▶ _Records from a data source_
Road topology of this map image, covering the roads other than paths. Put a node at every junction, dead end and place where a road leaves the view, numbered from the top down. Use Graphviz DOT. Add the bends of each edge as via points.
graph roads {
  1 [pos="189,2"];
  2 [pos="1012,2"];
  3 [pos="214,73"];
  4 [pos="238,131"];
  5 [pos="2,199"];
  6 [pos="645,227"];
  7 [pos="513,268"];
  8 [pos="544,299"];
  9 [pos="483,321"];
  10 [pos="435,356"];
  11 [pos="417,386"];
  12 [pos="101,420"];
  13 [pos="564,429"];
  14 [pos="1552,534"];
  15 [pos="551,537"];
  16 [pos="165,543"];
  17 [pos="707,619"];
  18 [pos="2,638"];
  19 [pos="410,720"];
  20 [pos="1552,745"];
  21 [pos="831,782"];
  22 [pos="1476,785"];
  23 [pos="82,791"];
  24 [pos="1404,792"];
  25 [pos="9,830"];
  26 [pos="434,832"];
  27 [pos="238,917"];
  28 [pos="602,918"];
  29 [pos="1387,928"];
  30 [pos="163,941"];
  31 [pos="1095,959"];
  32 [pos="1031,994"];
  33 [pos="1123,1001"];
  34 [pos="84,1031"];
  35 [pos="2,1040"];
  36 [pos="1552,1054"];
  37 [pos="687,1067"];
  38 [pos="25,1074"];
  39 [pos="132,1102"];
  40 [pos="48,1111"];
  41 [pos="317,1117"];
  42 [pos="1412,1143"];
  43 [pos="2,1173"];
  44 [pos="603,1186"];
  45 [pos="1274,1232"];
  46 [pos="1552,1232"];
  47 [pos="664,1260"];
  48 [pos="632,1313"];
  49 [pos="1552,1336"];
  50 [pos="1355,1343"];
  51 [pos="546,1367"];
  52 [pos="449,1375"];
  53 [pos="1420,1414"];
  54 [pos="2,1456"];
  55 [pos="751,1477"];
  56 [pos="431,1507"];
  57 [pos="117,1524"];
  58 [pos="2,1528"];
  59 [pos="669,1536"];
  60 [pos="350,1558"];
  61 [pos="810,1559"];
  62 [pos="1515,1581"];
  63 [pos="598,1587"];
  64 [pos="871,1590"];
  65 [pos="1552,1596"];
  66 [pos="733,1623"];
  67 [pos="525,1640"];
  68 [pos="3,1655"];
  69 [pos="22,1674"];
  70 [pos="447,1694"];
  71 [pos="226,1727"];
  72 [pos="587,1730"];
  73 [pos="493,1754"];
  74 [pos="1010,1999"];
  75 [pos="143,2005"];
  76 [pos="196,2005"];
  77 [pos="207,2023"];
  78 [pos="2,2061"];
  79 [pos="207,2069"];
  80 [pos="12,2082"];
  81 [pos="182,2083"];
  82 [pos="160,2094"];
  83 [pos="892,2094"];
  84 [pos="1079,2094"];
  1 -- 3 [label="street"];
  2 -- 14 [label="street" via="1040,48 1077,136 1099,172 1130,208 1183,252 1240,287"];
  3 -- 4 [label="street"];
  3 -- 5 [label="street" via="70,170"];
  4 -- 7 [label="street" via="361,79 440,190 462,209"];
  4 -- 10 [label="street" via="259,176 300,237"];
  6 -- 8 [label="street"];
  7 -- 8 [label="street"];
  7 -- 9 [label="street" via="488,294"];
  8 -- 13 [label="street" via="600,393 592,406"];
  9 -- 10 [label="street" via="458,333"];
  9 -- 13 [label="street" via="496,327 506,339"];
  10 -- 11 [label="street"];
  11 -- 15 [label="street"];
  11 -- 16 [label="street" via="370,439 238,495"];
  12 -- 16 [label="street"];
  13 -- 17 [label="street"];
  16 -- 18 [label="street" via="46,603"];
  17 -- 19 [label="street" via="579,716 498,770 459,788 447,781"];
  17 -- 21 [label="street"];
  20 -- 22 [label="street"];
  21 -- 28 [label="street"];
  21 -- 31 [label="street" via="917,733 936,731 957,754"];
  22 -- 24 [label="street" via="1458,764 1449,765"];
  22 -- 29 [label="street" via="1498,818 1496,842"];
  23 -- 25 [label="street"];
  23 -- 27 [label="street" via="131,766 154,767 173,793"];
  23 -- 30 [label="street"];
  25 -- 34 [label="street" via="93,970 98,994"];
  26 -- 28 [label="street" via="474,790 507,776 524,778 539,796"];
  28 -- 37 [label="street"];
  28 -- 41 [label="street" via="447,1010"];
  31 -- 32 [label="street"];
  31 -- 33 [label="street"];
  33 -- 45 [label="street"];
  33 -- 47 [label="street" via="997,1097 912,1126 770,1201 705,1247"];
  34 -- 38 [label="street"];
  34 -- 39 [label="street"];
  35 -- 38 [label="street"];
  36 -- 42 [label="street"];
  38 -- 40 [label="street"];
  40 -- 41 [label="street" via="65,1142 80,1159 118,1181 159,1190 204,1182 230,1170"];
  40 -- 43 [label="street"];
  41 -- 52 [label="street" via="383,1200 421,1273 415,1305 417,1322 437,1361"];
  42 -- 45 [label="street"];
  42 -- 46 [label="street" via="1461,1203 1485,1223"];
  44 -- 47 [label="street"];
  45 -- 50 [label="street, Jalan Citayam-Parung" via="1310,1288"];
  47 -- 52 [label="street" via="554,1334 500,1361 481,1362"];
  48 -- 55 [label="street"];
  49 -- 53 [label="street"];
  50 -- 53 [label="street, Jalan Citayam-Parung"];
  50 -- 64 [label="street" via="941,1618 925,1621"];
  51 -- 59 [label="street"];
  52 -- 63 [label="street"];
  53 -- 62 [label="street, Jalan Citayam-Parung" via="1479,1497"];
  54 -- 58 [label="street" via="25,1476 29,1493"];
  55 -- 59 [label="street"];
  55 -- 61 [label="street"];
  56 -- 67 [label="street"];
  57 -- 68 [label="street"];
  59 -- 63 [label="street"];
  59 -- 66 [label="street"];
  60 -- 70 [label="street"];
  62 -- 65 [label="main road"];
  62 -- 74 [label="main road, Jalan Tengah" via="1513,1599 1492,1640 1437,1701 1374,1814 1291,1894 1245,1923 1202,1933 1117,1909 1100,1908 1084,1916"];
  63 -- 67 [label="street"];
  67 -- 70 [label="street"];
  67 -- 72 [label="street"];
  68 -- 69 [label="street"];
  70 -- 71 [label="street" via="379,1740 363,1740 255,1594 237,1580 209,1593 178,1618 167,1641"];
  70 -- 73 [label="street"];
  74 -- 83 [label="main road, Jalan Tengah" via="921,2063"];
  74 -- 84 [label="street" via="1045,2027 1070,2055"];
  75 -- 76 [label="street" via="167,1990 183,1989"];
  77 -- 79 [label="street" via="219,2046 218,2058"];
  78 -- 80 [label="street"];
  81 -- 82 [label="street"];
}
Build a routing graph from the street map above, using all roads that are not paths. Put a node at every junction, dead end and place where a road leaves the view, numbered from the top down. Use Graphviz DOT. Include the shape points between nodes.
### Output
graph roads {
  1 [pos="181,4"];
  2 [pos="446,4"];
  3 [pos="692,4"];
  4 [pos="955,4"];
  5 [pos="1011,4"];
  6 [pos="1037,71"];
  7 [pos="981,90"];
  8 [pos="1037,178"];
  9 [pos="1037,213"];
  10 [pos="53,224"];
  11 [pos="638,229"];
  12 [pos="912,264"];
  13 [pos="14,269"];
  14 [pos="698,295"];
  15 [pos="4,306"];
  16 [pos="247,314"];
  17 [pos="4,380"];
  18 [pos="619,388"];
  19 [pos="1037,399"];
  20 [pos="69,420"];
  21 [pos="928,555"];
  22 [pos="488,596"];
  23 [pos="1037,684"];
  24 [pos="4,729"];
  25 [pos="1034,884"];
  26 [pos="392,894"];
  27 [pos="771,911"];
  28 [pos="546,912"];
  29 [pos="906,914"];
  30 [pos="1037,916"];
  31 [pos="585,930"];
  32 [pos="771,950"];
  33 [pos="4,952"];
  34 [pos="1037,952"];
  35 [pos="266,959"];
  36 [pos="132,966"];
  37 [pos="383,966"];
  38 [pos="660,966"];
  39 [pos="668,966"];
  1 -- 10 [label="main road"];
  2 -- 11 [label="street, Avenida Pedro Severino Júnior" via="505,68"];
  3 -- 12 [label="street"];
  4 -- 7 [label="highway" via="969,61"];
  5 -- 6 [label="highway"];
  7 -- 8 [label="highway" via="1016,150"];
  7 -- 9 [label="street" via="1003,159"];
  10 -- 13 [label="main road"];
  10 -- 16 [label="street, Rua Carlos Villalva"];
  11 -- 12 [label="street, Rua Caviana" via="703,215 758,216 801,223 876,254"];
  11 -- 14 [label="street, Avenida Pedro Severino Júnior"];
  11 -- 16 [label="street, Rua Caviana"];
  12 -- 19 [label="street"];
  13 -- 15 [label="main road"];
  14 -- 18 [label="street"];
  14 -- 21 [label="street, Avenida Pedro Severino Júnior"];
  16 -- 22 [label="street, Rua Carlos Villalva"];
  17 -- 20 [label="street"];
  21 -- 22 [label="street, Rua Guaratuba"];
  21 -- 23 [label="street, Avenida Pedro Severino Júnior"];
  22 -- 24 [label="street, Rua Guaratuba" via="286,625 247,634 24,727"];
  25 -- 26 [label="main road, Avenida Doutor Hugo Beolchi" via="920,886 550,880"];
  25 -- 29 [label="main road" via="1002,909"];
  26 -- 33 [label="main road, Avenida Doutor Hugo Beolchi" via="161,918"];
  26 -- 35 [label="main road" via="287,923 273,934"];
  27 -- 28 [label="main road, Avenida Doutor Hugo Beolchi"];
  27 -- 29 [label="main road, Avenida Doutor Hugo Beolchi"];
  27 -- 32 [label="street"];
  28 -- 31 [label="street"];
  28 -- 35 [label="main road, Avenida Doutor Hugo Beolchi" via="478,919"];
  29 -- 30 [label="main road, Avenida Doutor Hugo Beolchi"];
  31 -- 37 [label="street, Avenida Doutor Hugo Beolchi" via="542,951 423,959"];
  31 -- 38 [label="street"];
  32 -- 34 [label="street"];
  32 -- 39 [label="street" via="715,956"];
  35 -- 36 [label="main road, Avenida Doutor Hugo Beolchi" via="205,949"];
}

▶ _EXERCISE INSTRUCTIONS_
Going through the records above, state how many lines carry "Pedro", with no other text.

▶ _COMPLETED EXERCISE_
4